• _About this task_:
Look through the lines below for the word "Broadway", and copy every line that has it.

• _Stored data_:
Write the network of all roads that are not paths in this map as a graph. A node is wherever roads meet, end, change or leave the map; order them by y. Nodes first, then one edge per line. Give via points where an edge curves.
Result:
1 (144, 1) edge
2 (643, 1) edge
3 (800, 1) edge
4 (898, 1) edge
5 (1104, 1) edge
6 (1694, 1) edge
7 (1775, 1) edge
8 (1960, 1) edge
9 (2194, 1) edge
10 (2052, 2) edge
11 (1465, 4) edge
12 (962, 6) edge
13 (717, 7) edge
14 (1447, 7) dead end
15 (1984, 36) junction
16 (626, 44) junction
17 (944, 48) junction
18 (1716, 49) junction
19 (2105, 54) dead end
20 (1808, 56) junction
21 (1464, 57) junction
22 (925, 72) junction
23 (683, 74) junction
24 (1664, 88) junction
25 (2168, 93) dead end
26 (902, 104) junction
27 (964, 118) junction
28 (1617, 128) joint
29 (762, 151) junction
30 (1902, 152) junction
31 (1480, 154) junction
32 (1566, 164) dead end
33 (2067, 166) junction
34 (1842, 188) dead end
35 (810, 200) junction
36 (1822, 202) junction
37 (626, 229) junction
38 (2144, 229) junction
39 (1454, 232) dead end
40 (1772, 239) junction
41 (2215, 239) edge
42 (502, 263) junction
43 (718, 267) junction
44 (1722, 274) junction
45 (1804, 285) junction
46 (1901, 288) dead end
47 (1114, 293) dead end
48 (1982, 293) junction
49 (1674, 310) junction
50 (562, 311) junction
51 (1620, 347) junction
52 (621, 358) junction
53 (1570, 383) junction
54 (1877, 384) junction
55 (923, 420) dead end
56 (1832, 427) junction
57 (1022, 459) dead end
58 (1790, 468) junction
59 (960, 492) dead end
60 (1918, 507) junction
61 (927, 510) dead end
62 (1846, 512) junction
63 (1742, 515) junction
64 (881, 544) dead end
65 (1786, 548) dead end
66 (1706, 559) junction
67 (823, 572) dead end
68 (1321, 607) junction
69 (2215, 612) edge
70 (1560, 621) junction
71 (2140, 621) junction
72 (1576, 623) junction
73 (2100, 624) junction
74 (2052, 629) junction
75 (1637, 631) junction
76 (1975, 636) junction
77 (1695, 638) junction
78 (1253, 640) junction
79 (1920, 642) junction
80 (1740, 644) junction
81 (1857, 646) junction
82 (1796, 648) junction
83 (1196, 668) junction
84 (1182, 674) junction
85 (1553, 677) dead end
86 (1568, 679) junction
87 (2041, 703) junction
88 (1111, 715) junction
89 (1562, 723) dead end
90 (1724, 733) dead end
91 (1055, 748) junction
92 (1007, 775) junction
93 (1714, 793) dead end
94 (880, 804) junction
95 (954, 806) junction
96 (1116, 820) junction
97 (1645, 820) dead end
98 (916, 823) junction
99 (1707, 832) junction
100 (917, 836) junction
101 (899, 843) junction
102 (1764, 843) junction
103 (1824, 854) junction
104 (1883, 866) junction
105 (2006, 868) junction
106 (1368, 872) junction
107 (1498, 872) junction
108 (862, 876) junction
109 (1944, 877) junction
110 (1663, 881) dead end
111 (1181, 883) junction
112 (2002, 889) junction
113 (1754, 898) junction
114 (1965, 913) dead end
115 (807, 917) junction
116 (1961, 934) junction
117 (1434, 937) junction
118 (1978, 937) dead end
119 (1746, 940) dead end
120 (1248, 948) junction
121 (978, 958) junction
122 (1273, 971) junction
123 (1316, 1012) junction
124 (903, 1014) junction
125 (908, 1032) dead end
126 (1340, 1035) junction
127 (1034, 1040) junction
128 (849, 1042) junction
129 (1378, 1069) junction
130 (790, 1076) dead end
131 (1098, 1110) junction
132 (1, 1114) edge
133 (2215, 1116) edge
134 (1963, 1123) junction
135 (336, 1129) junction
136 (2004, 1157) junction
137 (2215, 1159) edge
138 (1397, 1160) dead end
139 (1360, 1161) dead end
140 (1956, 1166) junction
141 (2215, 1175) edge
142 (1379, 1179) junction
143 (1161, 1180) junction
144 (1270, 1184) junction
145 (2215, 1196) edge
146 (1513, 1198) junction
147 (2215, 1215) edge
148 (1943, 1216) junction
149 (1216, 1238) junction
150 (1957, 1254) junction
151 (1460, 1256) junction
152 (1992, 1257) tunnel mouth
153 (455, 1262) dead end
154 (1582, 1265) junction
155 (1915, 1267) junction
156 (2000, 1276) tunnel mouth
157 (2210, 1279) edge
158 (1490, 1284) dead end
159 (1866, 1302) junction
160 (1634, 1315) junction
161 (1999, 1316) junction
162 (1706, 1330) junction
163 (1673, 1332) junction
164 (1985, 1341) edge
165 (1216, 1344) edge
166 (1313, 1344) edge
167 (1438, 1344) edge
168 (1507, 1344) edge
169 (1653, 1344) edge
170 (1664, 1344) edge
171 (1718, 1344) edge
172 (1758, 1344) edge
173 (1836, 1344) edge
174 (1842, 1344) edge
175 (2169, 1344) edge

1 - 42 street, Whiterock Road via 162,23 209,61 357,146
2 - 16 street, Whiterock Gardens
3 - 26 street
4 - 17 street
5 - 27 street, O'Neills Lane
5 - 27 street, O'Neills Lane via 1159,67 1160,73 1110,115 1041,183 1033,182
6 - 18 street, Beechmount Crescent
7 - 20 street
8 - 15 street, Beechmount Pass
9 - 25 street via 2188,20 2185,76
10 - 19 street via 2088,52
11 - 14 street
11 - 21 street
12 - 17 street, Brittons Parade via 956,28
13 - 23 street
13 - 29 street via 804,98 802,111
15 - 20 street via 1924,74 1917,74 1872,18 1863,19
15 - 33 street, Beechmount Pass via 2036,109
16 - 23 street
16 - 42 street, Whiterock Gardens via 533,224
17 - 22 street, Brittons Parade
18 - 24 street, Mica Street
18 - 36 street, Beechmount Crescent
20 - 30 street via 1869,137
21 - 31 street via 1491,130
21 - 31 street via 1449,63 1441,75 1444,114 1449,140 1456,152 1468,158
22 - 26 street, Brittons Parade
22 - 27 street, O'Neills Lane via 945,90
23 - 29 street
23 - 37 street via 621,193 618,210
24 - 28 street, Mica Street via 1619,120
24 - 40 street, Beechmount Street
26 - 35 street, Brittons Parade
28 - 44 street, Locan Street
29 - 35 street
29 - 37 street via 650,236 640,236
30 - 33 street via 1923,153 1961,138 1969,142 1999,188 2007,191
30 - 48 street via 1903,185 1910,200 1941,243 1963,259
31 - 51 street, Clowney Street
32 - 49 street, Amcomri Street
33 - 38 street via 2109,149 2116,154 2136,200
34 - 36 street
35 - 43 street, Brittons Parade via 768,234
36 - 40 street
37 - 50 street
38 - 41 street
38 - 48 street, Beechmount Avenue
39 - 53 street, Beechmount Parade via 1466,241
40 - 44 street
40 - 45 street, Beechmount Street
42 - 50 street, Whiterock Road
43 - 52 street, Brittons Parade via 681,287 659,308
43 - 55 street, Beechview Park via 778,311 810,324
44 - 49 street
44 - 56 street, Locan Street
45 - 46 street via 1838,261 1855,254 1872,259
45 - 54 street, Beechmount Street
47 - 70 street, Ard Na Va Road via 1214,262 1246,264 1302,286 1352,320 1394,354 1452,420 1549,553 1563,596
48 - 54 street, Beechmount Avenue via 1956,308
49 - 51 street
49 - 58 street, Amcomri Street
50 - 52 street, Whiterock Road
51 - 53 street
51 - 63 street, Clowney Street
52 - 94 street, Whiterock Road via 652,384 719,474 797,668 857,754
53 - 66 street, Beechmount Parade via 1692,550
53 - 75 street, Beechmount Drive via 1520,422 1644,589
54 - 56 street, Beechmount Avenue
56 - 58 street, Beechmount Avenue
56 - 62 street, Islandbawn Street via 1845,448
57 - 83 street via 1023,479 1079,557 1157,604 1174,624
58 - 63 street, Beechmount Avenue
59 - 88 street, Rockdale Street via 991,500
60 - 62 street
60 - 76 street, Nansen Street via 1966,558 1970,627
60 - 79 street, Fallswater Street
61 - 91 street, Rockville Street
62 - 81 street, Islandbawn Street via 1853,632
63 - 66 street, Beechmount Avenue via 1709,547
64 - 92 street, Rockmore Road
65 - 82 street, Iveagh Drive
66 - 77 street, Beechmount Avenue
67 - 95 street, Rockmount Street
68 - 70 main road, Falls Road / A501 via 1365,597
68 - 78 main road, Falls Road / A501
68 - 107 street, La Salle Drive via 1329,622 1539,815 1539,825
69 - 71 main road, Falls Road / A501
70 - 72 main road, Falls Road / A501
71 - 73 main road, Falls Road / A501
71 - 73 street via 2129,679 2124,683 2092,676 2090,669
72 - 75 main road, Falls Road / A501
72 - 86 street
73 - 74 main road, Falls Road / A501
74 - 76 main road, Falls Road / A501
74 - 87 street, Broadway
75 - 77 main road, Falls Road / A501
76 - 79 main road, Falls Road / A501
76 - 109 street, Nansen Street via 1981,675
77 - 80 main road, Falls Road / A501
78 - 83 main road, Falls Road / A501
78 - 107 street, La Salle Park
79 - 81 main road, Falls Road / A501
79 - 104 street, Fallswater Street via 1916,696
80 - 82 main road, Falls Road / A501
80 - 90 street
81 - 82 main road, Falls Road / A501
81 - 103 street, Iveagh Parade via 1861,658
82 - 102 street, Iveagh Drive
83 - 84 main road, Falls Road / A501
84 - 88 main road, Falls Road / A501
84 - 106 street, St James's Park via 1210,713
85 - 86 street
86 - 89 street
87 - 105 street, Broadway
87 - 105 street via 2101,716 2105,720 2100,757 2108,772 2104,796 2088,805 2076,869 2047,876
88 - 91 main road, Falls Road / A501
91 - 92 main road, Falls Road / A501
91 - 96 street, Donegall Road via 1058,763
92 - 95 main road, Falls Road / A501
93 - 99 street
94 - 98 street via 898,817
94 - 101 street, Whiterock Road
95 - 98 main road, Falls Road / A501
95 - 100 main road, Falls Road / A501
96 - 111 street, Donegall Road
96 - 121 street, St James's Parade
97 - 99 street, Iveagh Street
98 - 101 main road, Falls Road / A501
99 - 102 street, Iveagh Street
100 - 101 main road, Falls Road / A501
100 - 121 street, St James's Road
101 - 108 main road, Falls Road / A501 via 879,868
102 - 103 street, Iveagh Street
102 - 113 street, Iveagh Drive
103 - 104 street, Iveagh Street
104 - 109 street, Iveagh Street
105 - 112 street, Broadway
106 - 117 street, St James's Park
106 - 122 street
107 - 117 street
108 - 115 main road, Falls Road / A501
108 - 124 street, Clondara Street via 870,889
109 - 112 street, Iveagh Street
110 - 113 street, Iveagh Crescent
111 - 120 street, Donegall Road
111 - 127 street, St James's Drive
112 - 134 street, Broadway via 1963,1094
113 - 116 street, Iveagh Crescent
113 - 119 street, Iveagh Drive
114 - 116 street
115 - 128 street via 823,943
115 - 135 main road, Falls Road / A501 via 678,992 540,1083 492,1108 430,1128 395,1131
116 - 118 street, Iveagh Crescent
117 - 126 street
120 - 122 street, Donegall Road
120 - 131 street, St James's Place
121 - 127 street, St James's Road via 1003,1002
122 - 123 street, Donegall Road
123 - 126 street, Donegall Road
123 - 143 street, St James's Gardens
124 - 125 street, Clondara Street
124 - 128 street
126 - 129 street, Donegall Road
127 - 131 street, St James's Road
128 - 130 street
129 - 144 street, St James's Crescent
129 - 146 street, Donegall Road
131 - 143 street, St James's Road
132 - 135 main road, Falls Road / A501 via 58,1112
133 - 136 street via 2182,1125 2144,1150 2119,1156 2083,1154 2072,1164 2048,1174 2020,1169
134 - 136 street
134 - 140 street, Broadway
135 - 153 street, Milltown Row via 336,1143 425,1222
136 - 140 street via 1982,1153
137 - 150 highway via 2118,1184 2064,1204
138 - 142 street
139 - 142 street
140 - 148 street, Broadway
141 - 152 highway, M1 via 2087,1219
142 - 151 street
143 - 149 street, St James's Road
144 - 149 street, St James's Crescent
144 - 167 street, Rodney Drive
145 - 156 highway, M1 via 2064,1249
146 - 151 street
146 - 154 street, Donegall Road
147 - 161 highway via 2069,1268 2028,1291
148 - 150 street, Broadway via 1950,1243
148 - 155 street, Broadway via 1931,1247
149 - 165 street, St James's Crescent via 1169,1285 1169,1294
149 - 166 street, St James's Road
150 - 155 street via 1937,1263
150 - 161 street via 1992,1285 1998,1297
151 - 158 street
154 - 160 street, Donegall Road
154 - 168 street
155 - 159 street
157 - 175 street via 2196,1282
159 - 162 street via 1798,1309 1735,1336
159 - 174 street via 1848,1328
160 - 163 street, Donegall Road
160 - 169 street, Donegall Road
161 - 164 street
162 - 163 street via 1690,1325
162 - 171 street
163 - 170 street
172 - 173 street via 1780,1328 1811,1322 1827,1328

• _Your response_:
74 - 87 street, Broadway
87 - 105 street, Broadway
105 - 112 street, Broadway
112 - 134 street, Broadway via 1963,1094
134 - 140 street, Broadway
140 - 148 street, Broadway
148 - 150 street, Broadway via 1950,1243
148 - 155 street, Broadway via 1931,1247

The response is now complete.